Se da un lato la crisi ha distrutto ricchezza, dall’altro ha fatto la selezione tra le aziende italiane, rafforzando quelle resilienti e mostrando l’unica via per lo sviluppo: un cambiamento culturale che passa dalla governance e da nuovi strumenti per il credito

Watermark vert
Negli anni della crisi, cioè dal 2008 a oggi, un quinto delle piccole e medie imprese italiane ha chiuso per fallimento, liquidazione volontaria oppure concordato: si tratta di circa 6000 aziende svanite nel nulla. Per le restanti, in media, si sono registrati crolli del fatturato, della produttività e del margine operativo lordo, calato di un terzo. Il Roe, ovvero l'indice di redditività netta, si è contratto da una media del 13% nel 2007 a un 7% del 2013. Per ora è il caso di fermarsi qui.
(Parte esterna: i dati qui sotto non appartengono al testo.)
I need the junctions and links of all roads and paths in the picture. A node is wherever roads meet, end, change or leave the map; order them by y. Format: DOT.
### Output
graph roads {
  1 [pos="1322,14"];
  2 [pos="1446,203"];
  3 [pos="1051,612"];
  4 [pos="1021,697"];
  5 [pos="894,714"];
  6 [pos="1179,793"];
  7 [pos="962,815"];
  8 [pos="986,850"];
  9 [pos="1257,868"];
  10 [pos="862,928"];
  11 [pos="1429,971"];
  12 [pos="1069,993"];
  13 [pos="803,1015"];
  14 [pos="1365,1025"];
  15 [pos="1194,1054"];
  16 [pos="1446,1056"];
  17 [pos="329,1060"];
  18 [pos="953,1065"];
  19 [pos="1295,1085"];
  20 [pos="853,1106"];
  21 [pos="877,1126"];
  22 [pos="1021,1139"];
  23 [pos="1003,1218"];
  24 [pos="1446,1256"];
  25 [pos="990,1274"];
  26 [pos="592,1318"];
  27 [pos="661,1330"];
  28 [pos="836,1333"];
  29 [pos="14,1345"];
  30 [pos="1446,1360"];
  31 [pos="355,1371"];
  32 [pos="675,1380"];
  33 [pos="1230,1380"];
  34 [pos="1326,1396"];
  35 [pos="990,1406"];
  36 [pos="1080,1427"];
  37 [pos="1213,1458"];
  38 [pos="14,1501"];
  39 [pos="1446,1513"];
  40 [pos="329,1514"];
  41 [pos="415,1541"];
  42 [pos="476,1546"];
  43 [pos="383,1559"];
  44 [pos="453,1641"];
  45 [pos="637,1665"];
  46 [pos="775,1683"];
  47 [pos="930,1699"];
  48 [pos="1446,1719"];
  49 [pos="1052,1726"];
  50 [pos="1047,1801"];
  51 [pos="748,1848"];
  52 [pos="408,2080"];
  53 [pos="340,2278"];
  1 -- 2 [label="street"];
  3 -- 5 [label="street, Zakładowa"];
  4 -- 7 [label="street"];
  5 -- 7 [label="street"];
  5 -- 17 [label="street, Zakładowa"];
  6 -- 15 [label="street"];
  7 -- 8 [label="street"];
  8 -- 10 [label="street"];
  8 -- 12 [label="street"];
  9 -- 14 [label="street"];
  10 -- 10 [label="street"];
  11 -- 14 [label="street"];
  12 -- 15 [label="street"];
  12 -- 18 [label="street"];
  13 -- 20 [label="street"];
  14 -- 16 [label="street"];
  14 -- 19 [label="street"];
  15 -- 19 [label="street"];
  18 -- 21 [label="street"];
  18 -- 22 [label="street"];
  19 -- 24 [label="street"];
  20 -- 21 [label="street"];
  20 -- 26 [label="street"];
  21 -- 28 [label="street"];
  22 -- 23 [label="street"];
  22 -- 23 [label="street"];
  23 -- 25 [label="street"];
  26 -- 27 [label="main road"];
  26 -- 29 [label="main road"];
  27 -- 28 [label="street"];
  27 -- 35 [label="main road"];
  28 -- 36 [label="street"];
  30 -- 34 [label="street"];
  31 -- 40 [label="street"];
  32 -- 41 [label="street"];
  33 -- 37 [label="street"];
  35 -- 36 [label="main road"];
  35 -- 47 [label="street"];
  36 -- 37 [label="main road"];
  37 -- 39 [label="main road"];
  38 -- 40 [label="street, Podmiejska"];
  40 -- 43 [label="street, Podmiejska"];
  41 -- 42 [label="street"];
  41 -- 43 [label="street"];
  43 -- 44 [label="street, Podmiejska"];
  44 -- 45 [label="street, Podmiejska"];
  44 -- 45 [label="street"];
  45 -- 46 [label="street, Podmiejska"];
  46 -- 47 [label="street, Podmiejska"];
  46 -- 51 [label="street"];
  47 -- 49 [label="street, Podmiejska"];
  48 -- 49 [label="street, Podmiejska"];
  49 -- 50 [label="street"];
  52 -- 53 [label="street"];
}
Questi dati, se ci fossero stati dei dubbi, rappresentano la cruda e fredda realtà di un Paese che sta per affrontare l'ottavo anno consecutivo di crisi (tra finanziaria, economica, occupazionale, sistema-Paese). Per il 2015, si parla di un aumento del Pil che potrà andare dal +0,3% al +0,6%, per spiccare il volo nel 2016 con un incoraggiante +0,9%: "noccioline", le ha definite Valerio Momoni, direttore marketing di Cerved group, giovedì scorso, 11 dicembre, in occasione della presentazione della ricerca sullo stato delle Pmi, nel corso del workshop organizzato a Milano da Coface. L'assicurazione dei crediti e la banca: la value proposition e i vantaggi per gli istituti di credito (questo il titolo dell'incontro) è stato un pomeriggio ricco di interventi, in cui non si è tanto discusso di polizze, quanto dei problemi del settore delle piccole e medie imprese italiane, alla presenza del mondo del credito, anche internazionale, delle aziende e, ovviamente, del settore assicurativo.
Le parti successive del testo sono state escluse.